The statistics is running from the moment the data acquisition was started. It is reset when starting a new data acquisition. It is also reset when updating setup parameters, as these often may influence the statistics, e.g. when the exposure time or frame rate are changed.

An example of the statistics parameters for a thread in shown below (as displayed in the “dbbrowser”):

../_images/ccf_control_stat_acq_thread.png

The statistics data values are stored in keys with names of the form:

“<sys.db.prefix>.statistics.<thread name>[.<category>].<key>”
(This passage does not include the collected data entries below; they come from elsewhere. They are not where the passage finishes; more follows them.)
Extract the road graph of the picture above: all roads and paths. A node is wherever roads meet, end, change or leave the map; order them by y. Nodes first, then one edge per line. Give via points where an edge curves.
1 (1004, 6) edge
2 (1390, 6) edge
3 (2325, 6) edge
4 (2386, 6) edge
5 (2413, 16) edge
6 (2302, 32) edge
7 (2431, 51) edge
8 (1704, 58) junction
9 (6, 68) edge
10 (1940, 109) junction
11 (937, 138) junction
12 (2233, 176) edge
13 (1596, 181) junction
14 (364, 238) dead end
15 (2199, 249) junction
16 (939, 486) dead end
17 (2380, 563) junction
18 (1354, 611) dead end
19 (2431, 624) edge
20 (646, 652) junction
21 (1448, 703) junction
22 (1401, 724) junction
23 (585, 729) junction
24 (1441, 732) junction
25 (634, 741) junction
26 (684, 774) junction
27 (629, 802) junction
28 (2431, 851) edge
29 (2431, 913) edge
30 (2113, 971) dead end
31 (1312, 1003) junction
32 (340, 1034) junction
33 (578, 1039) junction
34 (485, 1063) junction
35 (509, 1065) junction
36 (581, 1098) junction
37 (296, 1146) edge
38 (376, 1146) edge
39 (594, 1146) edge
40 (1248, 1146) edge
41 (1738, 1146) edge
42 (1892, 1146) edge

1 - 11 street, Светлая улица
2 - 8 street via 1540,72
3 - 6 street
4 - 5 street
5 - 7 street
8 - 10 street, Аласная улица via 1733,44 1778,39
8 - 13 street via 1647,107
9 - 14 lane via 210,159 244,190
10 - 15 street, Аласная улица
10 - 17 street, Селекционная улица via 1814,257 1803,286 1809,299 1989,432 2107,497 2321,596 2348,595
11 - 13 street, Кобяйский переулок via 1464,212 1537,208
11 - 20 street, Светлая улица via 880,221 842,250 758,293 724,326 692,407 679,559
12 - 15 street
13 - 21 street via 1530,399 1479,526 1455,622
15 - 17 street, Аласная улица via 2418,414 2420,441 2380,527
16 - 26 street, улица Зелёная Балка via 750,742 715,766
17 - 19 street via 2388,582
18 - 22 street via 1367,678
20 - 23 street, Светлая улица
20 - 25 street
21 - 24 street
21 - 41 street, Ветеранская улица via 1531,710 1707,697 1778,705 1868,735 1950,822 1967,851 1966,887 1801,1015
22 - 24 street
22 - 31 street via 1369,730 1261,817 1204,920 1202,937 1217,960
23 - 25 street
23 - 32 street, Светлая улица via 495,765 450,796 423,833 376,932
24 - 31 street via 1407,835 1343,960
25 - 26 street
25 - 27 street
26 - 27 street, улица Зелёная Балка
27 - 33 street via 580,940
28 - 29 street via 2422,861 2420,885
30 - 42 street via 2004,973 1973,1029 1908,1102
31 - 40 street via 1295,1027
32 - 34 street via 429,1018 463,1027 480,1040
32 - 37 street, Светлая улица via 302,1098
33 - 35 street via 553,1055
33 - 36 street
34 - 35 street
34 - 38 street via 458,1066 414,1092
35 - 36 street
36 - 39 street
The values reported for each thread are (OLDB key prefix “<sys.db.prefix>.statistics.<thread name>” left out):

volume volume_mb

Indicates the accumulated volume handled by the thread in bytes/mega bytes since the data aquisition was started.

fr_handling.<key>

The Frame Handling Time refers to the time (in seconds) the frames was handled/processed by the thread, from its reception, until it was delivered to the destination. The values are:

jitter: Calculated as the average deviation from the mean value.
max: The maximum frame handling time found in the set.
mean: The mean value of the samples in the set.
min: The minimum frame handling time found in the set.
samples_in_set: The number of samples in the sliding window.
stddev: The std. deviation of the samples in the set, computed with the std. formula.

fr_rec.<key>

The Frame Reception Time refers to the absolute point in time, frames were received from the camera. The statistics is calculated from the difference in time between two consecutive receptiom time stamps. Refer to frame_handling_time.<key> for an explanation of the values computed.

frame_count frame_period frame_rate

The number of frames handled since the acquistion was started, the period of the frame handling (seconds between each set of frames) and the frame rate (frames/second).

last_update

Last time the statistics was updated (seconds since epoch).

lost_frames lost_frames_rate

Number of frames lost receicing these from the camera since the acquisition was started, the frequency of loosing the frames (frames lost/second).

samples_in_set

The size of the sliding window used as basis for calculating the statistics in samples.

skipped_frames skipped_frames_rate

Number of frames skipped (dropped), since the current image acquisition was started, due to lack of space in the queue assocated with the thread + the rate with which frames are being skipped (frames/second).

start_time

Absolute time since epoch for starting the current image acquisition.

theoretical_frame_rate theoretical_periodicity

The theoretical frame rate (frames/seconds) and periodicity (seconds/frame) according to the current setup.

through_put through_put_mbps

The average throughput in bytes/seconds and MB/second.

time_elapsed

Time elapsed in seconds since the current acqusition sequence was started.

CCF provides no service to retrieve the data, nor to generate a report from it. It is up to the client applications to record the data and store it, if of interest.